> **EXERCISE DESCRIPTION**
All the entries that follow must be written out again exactly.

[Data extracted from a collection]
-- Opening Marker --
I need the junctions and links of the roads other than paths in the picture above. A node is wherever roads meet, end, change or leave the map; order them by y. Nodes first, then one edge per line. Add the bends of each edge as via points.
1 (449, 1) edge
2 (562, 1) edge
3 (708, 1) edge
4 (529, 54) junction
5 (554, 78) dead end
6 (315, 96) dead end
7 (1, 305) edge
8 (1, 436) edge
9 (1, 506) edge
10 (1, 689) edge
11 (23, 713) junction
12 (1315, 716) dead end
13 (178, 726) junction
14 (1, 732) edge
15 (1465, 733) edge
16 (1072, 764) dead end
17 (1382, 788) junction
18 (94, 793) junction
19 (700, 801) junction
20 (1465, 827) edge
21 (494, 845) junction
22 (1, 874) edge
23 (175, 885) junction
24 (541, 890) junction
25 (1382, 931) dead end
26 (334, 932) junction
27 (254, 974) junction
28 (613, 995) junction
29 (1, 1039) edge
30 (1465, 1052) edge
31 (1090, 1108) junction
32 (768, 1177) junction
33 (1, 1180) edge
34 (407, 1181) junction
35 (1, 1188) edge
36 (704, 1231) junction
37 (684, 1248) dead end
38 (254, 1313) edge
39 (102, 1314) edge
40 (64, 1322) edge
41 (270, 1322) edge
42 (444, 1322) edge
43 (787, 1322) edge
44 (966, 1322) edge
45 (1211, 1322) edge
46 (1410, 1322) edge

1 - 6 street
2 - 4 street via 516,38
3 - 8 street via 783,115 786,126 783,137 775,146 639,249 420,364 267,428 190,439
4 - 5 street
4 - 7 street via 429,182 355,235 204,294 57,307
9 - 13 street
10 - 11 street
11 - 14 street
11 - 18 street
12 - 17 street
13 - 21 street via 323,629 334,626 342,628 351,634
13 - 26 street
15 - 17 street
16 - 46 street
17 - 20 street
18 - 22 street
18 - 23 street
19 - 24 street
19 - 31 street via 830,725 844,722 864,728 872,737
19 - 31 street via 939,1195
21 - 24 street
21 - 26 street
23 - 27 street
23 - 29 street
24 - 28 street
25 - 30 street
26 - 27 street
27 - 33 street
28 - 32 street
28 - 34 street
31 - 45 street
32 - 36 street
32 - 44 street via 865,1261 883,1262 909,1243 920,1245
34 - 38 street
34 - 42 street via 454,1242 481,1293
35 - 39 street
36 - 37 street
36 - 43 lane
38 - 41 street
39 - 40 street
-- Closing Marker --
> **EXERCISE RESPONSE**
I need the junctions and links of the roads other than paths in the picture above. A node is wherever roads meet, end, change or leave the map; order them by y. Nodes first, then one edge per line. Add the bends of each edge as via points.
1 (449, 1) edge
2 (562, 1) edge
3 (708, 1) edge
4 (529, 54) junction
5 (554, 78) dead end
6 (315, 96) dead end
7 (1, 305) edge
8 (1, 436) edge
9 (1, 506) edge
10 (1, 689) edge
11 (23, 713) junction
12 (1315, 716) dead end
13 (178, 726) junction
14 (1, 732) edge
15 (1465, 733) edge
16 (1072, 764) dead end
17 (1382, 788) junction
18 (94, 793) junction
19 (700, 801) junction
20 (1465, 827) edge
21 (494, 845) junction
22 (1, 874) edge
23 (175, 885) junction
24 (541, 890) junction
25 (1382, 931) dead end
26 (334, 932) junction
27 (254, 974) junction
28 (613, 995) junction
29 (1, 1039) edge
30 (1465, 1052) edge
31 (1090, 1108) junction
32 (768, 1177) junction
33 (1, 1180) edge
34 (407, 1181) junction
35 (1, 1188) edge
36 (704, 1231) junction
37 (684, 1248) dead end
38 (254, 1313) edge
39 (102, 1314) edge
40 (64, 1322) edge
41 (270, 1322) edge
42 (444, 1322) edge
43 (787, 1322) edge
44 (966, 1322) edge
45 (1211, 1322) edge
46 (1410, 1322) edge

1 - 6 street
2 - 4 street via 516,38
3 - 8 street via 783,115 786,126 783,137 775,146 639,249 420,364 267,428 190,439
4 - 5 street
4 - 7 street via 429,182 355,235 204,294 57,307
9 - 13 street
10 - 11 street
11 - 14 street
11 - 18 street
12 - 17 street
13 - 21 street via 323,629 334,626 342,628 351,634
13 - 26 street
15 - 17 street
16 - 46 street
17 - 20 street
18 - 22 street
18 - 23 street
19 - 24 street
19 - 31 street via 830,725 844,722 864,728 872,737
19 - 31 street via 939,1195
21 - 24 street
21 - 26 street
23 - 27 street
23 - 29 street
24 - 28 street
25 - 30 street
26 - 27 street
27 - 33 street
28 - 32 street
28 - 34 street
31 - 45 street
32 - 36 street
32 - 44 street via 865,1261 883,1262 909,1243 920,1245
34 - 38 street
34 - 42 street via 454,1242 481,1293
35 - 39 street
36 - 37 street
36 - 43 lane
38 - 41 street
39 - 40 street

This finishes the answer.